Thyssenkrupp wehrte Hacker-Attacke ab

Angriff von Unbekannten

Der Essener Industriekonzern Thyssenkrupp ist Opfer eines groß angelegten Hackerangriffs geworden. Das schreibt in ihrer aktuellen Ausgabe die "Wirtschaftswoche". Auch der Standort Dortmund war betroffen. Und auch hier habe an einem Wochenende im Oktober "die entscheidende Schlacht" der Thyssenkrupp-IT-Experten stattgefunden.

DORTMUND

, 12.12.2016, 09:57 Uhr / Lesedauer: 1 min
Blick auf das Gebäude von Thyssenkrupp Industrial Solutions in Dortmund.

Blick auf das Gebäude von Thyssenkrupp Industrial Solutions in Dortmund.

In „einem Bürobau mitten in Dortmund“ – bei Thyssenkrupp Industrial Solutions (ehemals Uhde). In der Wirtschaftswoche heißt es: „Die langen Flure sind leer, alle Arbeitsplätze geräumt – nur im Büro 232 brennt Licht. Hier sind für dieses eine Wochenende die zehn besten Computersicherheitsspezialisten eingezogen, die der Konzern hat. Einer hat seinen Urlaub abgebrochen, ein anderer den Umzug verschoben.“ 

Club-Mate als Wachmacher 

Insgesamt 70 Spezialisten waren an dem Wochenende an mehreren Thyssenkrupp-Standorten im Einsatz, um befallene IT-Systeme zu bereinigen. Der Autor der Wirtschaftswoche war in Dortmund dabei und schildert den spannenden Abwehrkampf der IT-Experten, die sich dafür mit Gummibärchen und „kistenweise“ Club-Mate als Wachmacher ausgerüstet hätten. Das Büro 232 „ist unser Warroom“, der Kriegsraum, wird Christian Pagel zitiert, IT-Chef von Thyssenkrupp Industrial Solutions.

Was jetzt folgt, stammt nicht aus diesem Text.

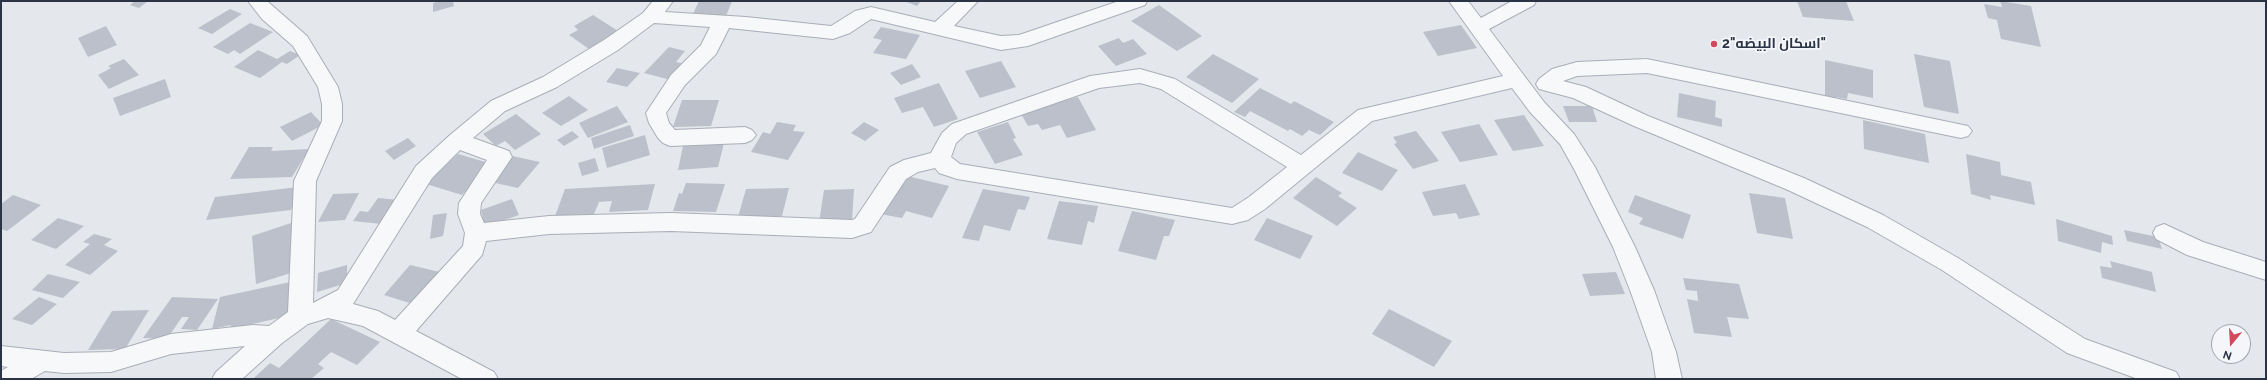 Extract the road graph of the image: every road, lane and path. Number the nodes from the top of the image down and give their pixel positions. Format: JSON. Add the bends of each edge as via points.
{"nodes":[{"id":1,"x":257,"y":1,"type":"edge"},
{"id":2,"x":664,"y":1,"type":"edge"},
{"id":3,"x":969,"y":1,"type":"edge"},
{"id":4,"x":1138,"y":1,"type":"edge"},
{"id":5,"x":1458,"y":1,"type":"edge"},
{"id":6,"x":1527,"y":1,"type":"edge"},
{"id":7,"x":650,"y":17,"type":"junction"},
{"id":8,"x":723,"y":21,"type":"junction"},
{"id":9,"x":1478,"y":27,"type":"junction"},
{"id":10,"x":939,"y":29,"type":"junction"},
{"id":11,"x":1517,"y":80,"type":"junction"},
{"id":12,"x":1961,"y":131,"type":"dead end"},
{"id":13,"x":746,"y":135,"type":"dead end"},
{"id":14,"x":457,"y":140,"type":"junction"},
{"id":15,"x":940,"y":159,"type":"junction"},
{"id":16,"x":1302,"y":166,"type":"junction"},
{"id":17,"x":476,"y":233,"type":"junction"},
{"id":18,"x":2164,"y":233,"type":"dead end"},
{"id":19,"x":2266,"y":271,"type":"edge"},
{"id":20,"x":328,"y":308,"type":"junction"},
{"id":21,"x":300,"y":318,"type":"junction"},
{"id":22,"x":399,"y":333,"type":"junction"},
{"id":23,"x":273,"y":336,"type":"junction"},
{"id":24,"x":1,"y":356,"type":"edge"},
{"id":25,"x":41,"y":361,"type":"junction"},
{"id":26,"x":9,"y":379,"type":"edge"},
{"id":27,"x":225,"y":379,"type":"edge"},
{"id":28,"x":485,"y":379,"type":"edge"},
{"id":29,"x":1669,"y":379,"type":"edge"},
{"id":30,"x":2167,"y":379,"type":"edge"}],
"edges":[{"from":1,"to":21,"type":"street","via":[[269,15],[300,41],[328,87],[332,104],[332,121],[304,181],[304,251]]},
{"from":2,"to":7,"type":"street"},
{"from":3,"to":10,"type":"street"},
{"from":4,"to":10,"type":"street","via":[[1021,41],[985,41]]},
{"from":5,"to":9,"type":"street"},
{"from":6,"to":9,"type":"street"},
{"from":7,"to":8,"type":"street"},
{"from":7,"to":14,"type":"street","via":[[611,45],[550,82],[498,106]]},
{"from":8,"to":10,"type":"street","via":[[833,32],[843,29],[870,12]]},
{"from":8,"to":13,"type":"street","via":[[709,48],[678,80],[656,112],[659,123],[670,138]]},
{"from":9,"to":11,"type":"street"},
{"from":11,"to":16,"type":"street","via":[[1365,115]]},
{"from":11,"to":29,"type":"street","via":[[1537,108],[1567,140],[1584,167],[1624,247],[1642,290],[1664,352]]},
{"from":12,"to":30,"type":"street","via":[[1647,66],[1577,69],[1559,74],[1546,84],[1579,92],[1641,121],[1796,184],[1875,221],[1950,264],[2076,346]]},
{"from":14,"to":17,"type":"street","via":[[501,157],[470,203],[469,214]]},
{"from":14,"to":20,"type":"street","via":[[424,172],[346,297]]},
{"from":15,"to":16,"type":"street","via":[[947,167],[957,171],[1225,216],[1240,214],[1252,207]]},
{"from":15,"to":16,"type":"street","via":[[949,138],[959,129],[1097,81],[1140,76],[1168,84]]},
{"from":15,"to":17,"type":"street","via":[[912,166],[898,173],[862,226],[852,229],[671,222],[550,225]]},
{"from":17,"to":22,"type":"street","via":[[474,249]]},
{"from":18,"to":19,"type":"street","via":[[2195,249]]},
{"from":20,"to":21,"type":"street"},
{"from":20,"to":22,"type":"street","via":[[369,318]]},
{"from":21,"to":23,"type":"street"},
{"from":22,"to":28,"type":"street"},
{"from":23,"to":25,"type":"street","via":[[253,335],[171,344],[111,362]]},
{"from":23,"to":27,"type":"street"},
{"from":24,"to":25,"type":"street"},
{"from":25,"to":26,"type":"street"}]} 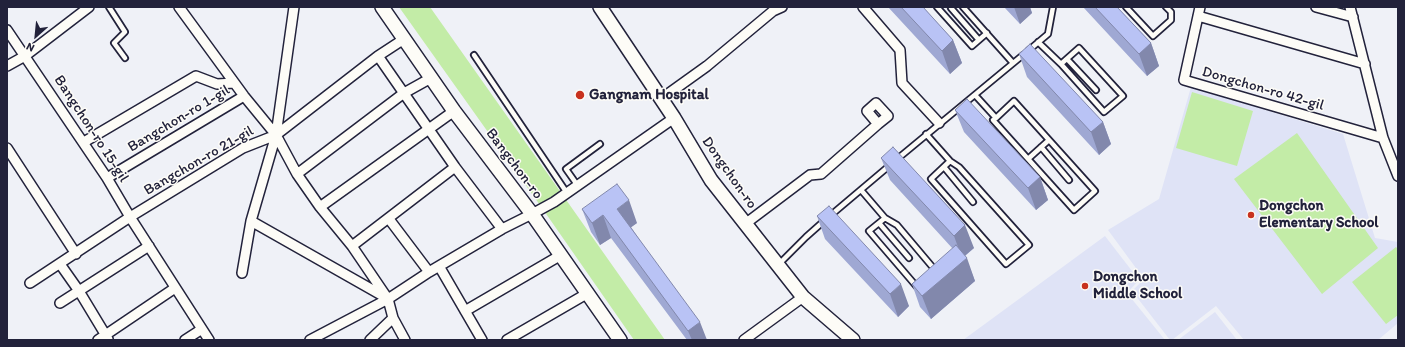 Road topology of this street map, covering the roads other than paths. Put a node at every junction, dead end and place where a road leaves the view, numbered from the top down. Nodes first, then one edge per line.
1 (89, 7) edge
2 (109, 7) edge
3 (179, 7) edge
4 (294, 7) edge
5 (382, 7) edge
6 (600, 7) edge
7 (782, 7) edge
8 (863, 7) edge
9 (937, 7) edge
10 (963, 7) edge
11 (1053, 7) edge
12 (1126, 7) edge
13 (1166, 7) edge
14 (1316, 7) edge
15 (1350, 7) edge
16 (951, 8) edge
17 (767, 10) edge
18 (1199, 11) edge
19 (1353, 17) junction
20 (7, 30) edge
21 (987, 33) junction
22 (404, 40) junction
23 (979, 40) junction
24 (1038, 42) junction
25 (474, 55) dead end
26 (25, 56) junction
27 (378, 56) junction
28 (125, 58) dead end
29 (1067, 59) junction
30 (1013, 63) junction
31 (1061, 64) junction
32 (1365, 64) junction
33 (7, 66) edge
34 (431, 78) junction
35 (234, 83) junction
36 (1096, 90) dead end
37 (404, 93) junction
38 (244, 96) junction
39 (975, 96) junction
40 (661, 99) junction
41 (454, 111) junction
42 (674, 118) junction
43 (996, 118) junction
44 (939, 123) junction
45 (878, 124) dead end
46 (428, 129) junction
47 (926, 134) junction
48 (276, 135) junction
49 (1384, 138) junction
50 (1049, 140) junction
51 (84, 142) junction
52 (600, 144) dead end
53 (1041, 147) junction
54 (7, 148) edge
55 (1028, 159) junction
56 (950, 162) junction
57 (455, 167) junction
58 (944, 167) junction
59 (297, 174) junction
60 (1398, 176) edge
61 (107, 178) junction
62 (1069, 180) dead end
63 (578, 186) junction
64 (861, 190) junction
65 (568, 193) junction
66 (973, 202) dead end
67 (320, 207) junction
68 (532, 214) junction
69 (130, 217) junction
70 (885, 218) junction
71 (388, 219) junction
72 (251, 222) junction
73 (879, 222) junction
74 (746, 224) junction
75 (502, 229) junction
76 (148, 246) junction
77 (352, 246) junction
78 (76, 254) junction
79 (561, 255) junction
80 (909, 258) dead end
81 (60, 264) junction
82 (439, 266) junction
83 (777, 266) junction
84 (429, 272) junction
85 (242, 273) dead end
86 (931, 274) edge
87 (921, 283) edge
88 (30, 284) dead end
89 (176, 288) junction
90 (79, 291) junction
91 (588, 293) junction
92 (803, 297) junction
93 (388, 299) junction
94 (60, 303) dead end
95 (465, 311) junction
96 (392, 318) junction
97 (202, 329) junction
98 (104, 338) edge
99 (404, 339) edge
100 (185, 340) edge
101 (209, 340) edge
102 (310, 340) edge
103 (370, 340) edge
104 (482, 340) edge
105 (506, 340) edge
106 (620, 340) edge
107 (744, 340) edge
108 (853, 340) edge

1 - 26 street
2 - 28 lane
3 - 35 street, Bangchon-ro 1-gil
4 - 48 street
5 - 22 main road, Bangchon-ro
6 - 40 main road, Dongchon-ro
7 - 17 street
8 - 44 street
9 - 23 lane
10 - 21 lane
11 - 24 lane
12 - 13 lane
14 - 19 street
15 - 19 street
16 - 23 lane
17 - 40 street
18 - 32 street
18 - 49 street, Dongchon-ro 42-gil
19 - 32 street
20 - 26 street, Bangchon-ro 15-gil
21 - 23 lane
21 - 30 lane
22 - 27 street, Bangchon-ro 21-gil
22 - 34 main road, Bangchon-ro
24 - 30 lane
24 - 31 lane
25 - 65 lane
26 - 33 street
26 - 51 street, Bangchon-ro 15-gil
27 - 37 street
27 - 48 street, Bangchon-ro 21-gil
29 - 31 lane
29 - 31 lane
29 - 36 lane
30 - 39 lane
32 - 49 street
34 - 37 street
34 - 41 main road, Bangchon-ro
35 - 38 street, Bangchon-ro 1-gil
35 - 51 street, Bangchon-ro 1-gil
37 - 46 street
37 - 59 street
38 - 48 street, Bangchon-ro 1-gil
38 - 61 street, Bangchon-ro 1-gil
39 - 43 lane
39 - 44 lane
40 - 42 main road, Dongchon-ro
41 - 46 street
41 - 68 main road, Bangchon-ro
42 - 63 street
42 - 74 main road, Dongchon-ro
43 - 50 lane
43 - 55 lane
44 - 47 lane
45 - 74 street
46 - 57 street
46 - 67 street
47 - 56 lane
47 - 64 lane
48 - 59 street, Bangchon-ro 1-gil
48 - 69 street, Bangchon-ro 21-gil
48 - 72 street
49 - 60 street
50 - 53 lane
50 - 55 lane
51 - 61 street, Bangchon-ro 15-gil
52 - 63 lane
53 - 55 lane
53 - 62 lane
54 - 78 street
56 - 58 lane
56 - 58 lane
57 - 71 street
57 - 75 street
58 - 66 lane
59 - 67 street, Bangchon-ro 1-gil
61 - 69 street, Bangchon-ro 15-gil
63 - 65 street
64 - 70 lane
64 - 83 lane
65 - 68 street
67 - 77 street, Bangchon-ro 1-gil
68 - 75 street
68 - 79 main road, Bangchon-ro
69 - 76 street, Bangchon-ro 15-gil
69 - 78 street, Bangchon-ro 21-gil
70 - 73 lane
70 - 86 lane
71 - 77 street
71 - 84 street
72 - 85 street
72 - 93 street
73 - 80 lane
73 - 87 lane
74 - 83 main road, Dongchon-ro
75 - 82 street
76 - 89 street, Bangchon-ro 15-gil
76 - 90 street
77 - 93 street, Bangchon-ro 1-gil
78 - 81 street, Bangchon-ro 21-gil
79 - 91 main road, Bangchon-ro
79 - 95 street
81 - 88 street, Bangchon-ro 21-gil
81 - 90 street
82 - 84 street
82 - 95 street
83 - 92 main road, Dongchon-ro
84 - 93 street
89 - 97 street, Bangchon-ro 15-gil
89 - 98 street
90 - 94 street
90 - 98 street
91 - 105 street
91 - 106 main road, Bangchon-ro
92 - 107 street
92 - 108 main road, Dongchon-ro
93 - 96 street, Bangchon-ro 1-gil
93 - 102 street
95 - 104 street
96 - 99 street, Bangchon-ro 1-gil
96 - 103 street
97 - 100 street
97 - 101 street, Bangchon-ro 15-gil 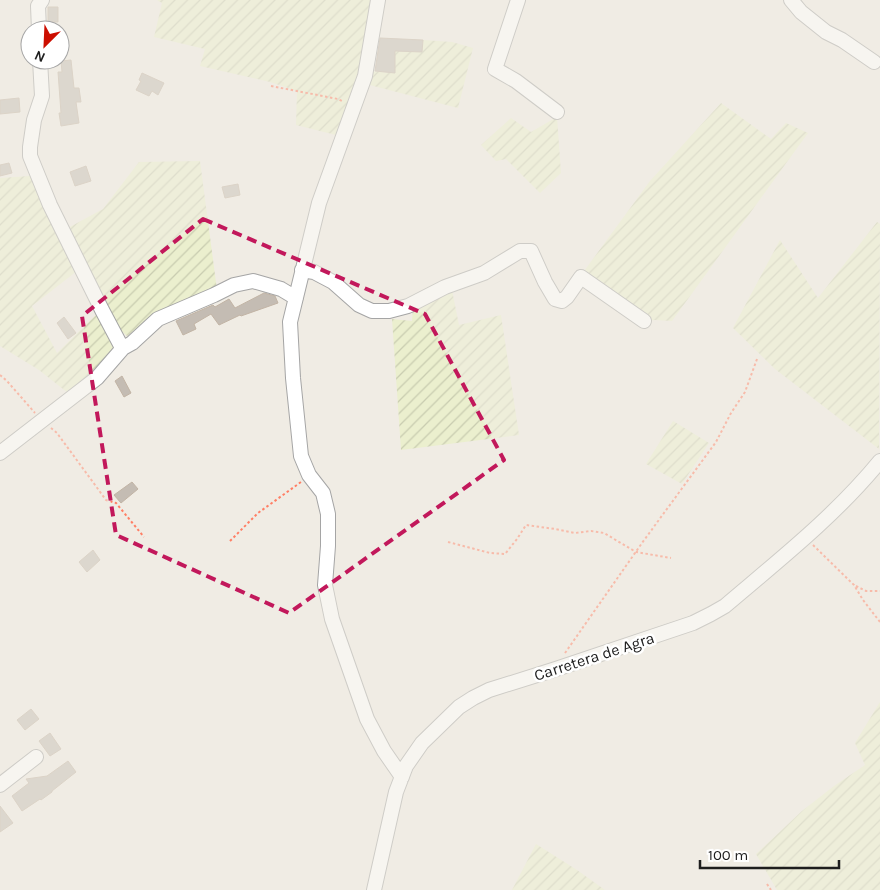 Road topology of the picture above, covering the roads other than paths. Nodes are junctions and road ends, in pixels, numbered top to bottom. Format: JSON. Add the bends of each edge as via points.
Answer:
{"nodes":[{"id":1,"x":42,"y":0,"type":"edge"},
{"id":2,"x":378,"y":0,"type":"edge"},
{"id":3,"x":518,"y":0,"type":"edge"},
{"id":4,"x":790,"y":0,"type":"edge"},
{"id":5,"x":39,"y":20,"type":"edge"},
{"id":6,"x":874,"y":62,"type":"dead end"},
{"id":7,"x":41,"y":70,"type":"edge"},
{"id":8,"x":557,"y":112,"type":"dead end"},
{"id":9,"x":302,"y":270,"type":"junction"},
{"id":10,"x":296,"y":298,"type":"junction"},
{"id":11,"x":644,"y":321,"type":"dead end"},
{"id":12,"x":124,"y":348,"type":"junction"},
{"id":13,"x":0,"y":454,"type":"edge"},
{"id":14,"x":880,"y":461,"type":"edge"},
{"id":15,"x":36,"y":757,"type":"dead end"},
{"id":16,"x":402,"y":777,"type":"junction"},
{"id":17,"x":0,"y":785,"type":"edge"},
{"id":18,"x":374,"y":890,"type":"edge"}],
"edges":[{"from":1,"to":5,"type":"street","via":[[38,6]]},
{"from":2,"to":9,"type":"street","via":[[365,76],[319,202]]},
{"from":3,"to":8,"type":"street","via":[[495,70],[516,81]]},
{"from":4,"to":6,"type":"street","via":[[826,32]]},
{"from":7,"to":12,"type":"street","via":[[42,96],[34,120],[30,156],[50,205]]},
{"from":9,"to":10,"type":"street"},
{"from":9,"to":11,"type":"street","via":[[333,282],[359,305],[372,311],[389,311],[484,273],[520,252],[531,251],[555,299],[567,297],[581,277]]},
{"from":10,"to":12,"type":"street","via":[[281,289],[253,282],[234,285],[158,319]]},
{"from":10,"to":16,"type":"street","via":[[290,322],[301,456],[309,475],[323,493],[328,514],[325,585],[332,619],[367,719]]},
{"from":12,"to":13,"type":"street","via":[[97,378]]},
{"from":14,"to":16,"type":"street","name":"Carretera de Agra","via":[[842,503],[725,606],[699,620],[473,698],[459,707],[422,743]]},
{"from":15,"to":17,"type":"street"},
{"from":16,"to":18,"type":"street","name":"Carretera de Agra"}]} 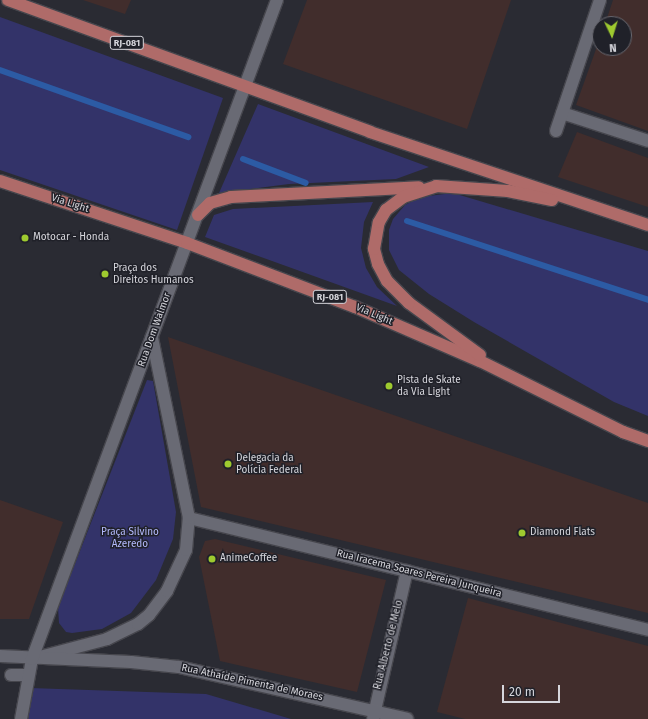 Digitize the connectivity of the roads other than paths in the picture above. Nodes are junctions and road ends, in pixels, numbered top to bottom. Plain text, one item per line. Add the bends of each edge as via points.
1 (8, 0) edge
2 (277, 0) edge
3 (600, 0) edge
4 (246, 86) junction
5 (562, 113) junction
6 (556, 131) dead end
7 (648, 141) edge
8 (0, 180) edge
9 (436, 186) junction
10 (612, 213) junction
11 (198, 215) junction
12 (648, 225) edge
13 (187, 243) junction
14 (152, 337) junction
15 (504, 372) junction
16 (648, 441) edge
17 (189, 518) junction
18 (407, 571) junction
19 (648, 630) edge
20 (0, 656) edge
21 (32, 659) junction
22 (11, 675) dead end
23 (28, 675) junction
24 (373, 714) edge
25 (21, 719) edge
26 (407, 719) edge

1 - 4 main road, RJ-081
2 - 4 street, Rua Dom Walmor
3 - 5 street
4 - 10 main road, RJ-081 via 370,132
4 - 11 street, Rua Dom Walmor
5 - 6 street
5 - 7 street
8 - 13 main road, Via Light / RJ-081
9 - 10 main road via 508,191
9 - 11 main road via 231,197 210,203
9 - 15 main road via 403,197 386,210 379,222 375,239 378,264 387,281 405,300
10 - 12 main road, RJ-081
11 - 13 street, Rua Dom Walmor
13 - 14 street, Rua Dom Walmor
13 - 15 main road, Via Light / RJ-081 via 355,307
14 - 17 street
14 - 21 street, Rua Dom Walmor
15 - 16 main road, Via Light / RJ-081 via 623,432
17 - 18 street, Rua Iracema Soares Pereira Junqueira
17 - 21 street via 186,550 180,565 167,591 149,615 119,635
18 - 19 street, Rua Iracema Soares Pereira Junqueira
18 - 24 street, Rua Alberto de Melo
20 - 21 street, Rua Athaíde Pimenta de Moraes
21 - 23 street, Rua Dom Walmor
21 - 24 street, Rua Athaíde Pimenta de Moraes via 131,662 179,668
22 - 23 street
23 - 25 street, Rua Dom Walmor
24 - 26 street, Rua Athaíde Pimenta de Moraes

Der Angriff auf Thyssenkrupp war im Konzern bereits im Februar 2016 aufgefallen. Monatelang verfolgten Experten heimlich das Treiben der Hacker, ehe sie im Oktober zum erfolgreichen Gegenschlag ausholten. Die Hacker, womöglich aus Ostasien, hatten es offenbar vor allem auf Know-how aus dem Geschäftsbereich Industrial Solutions abgesehen. Laut Wirtschaftswoche ist Thyssenkrupp das erste deutsche Großunternehmen, das einen Hacker-Angriff öffentlich zugibt. Auch Dortmunder Firmen wurden bereits Opfer von Hackerangriffen; öffentlich kommuniziert wird das allerdings – nachvollziehbarerweise – fast nie.

Trojaner-Angriff

Ausnahme war im Juni dieses Jahres das Architekturbüro Berghoff Dohmann Herlich (BDH) in Hörde, das offen über einen Trojaner-Angriff berichtete. Dass IT-Sicherheit bei den hiesigen Firmen ein großes Thema ist, zeigt sich auch daran, dass es in Dortmund dazu in diesem Jahr eine Menge an Informationsveranstaltungen gab.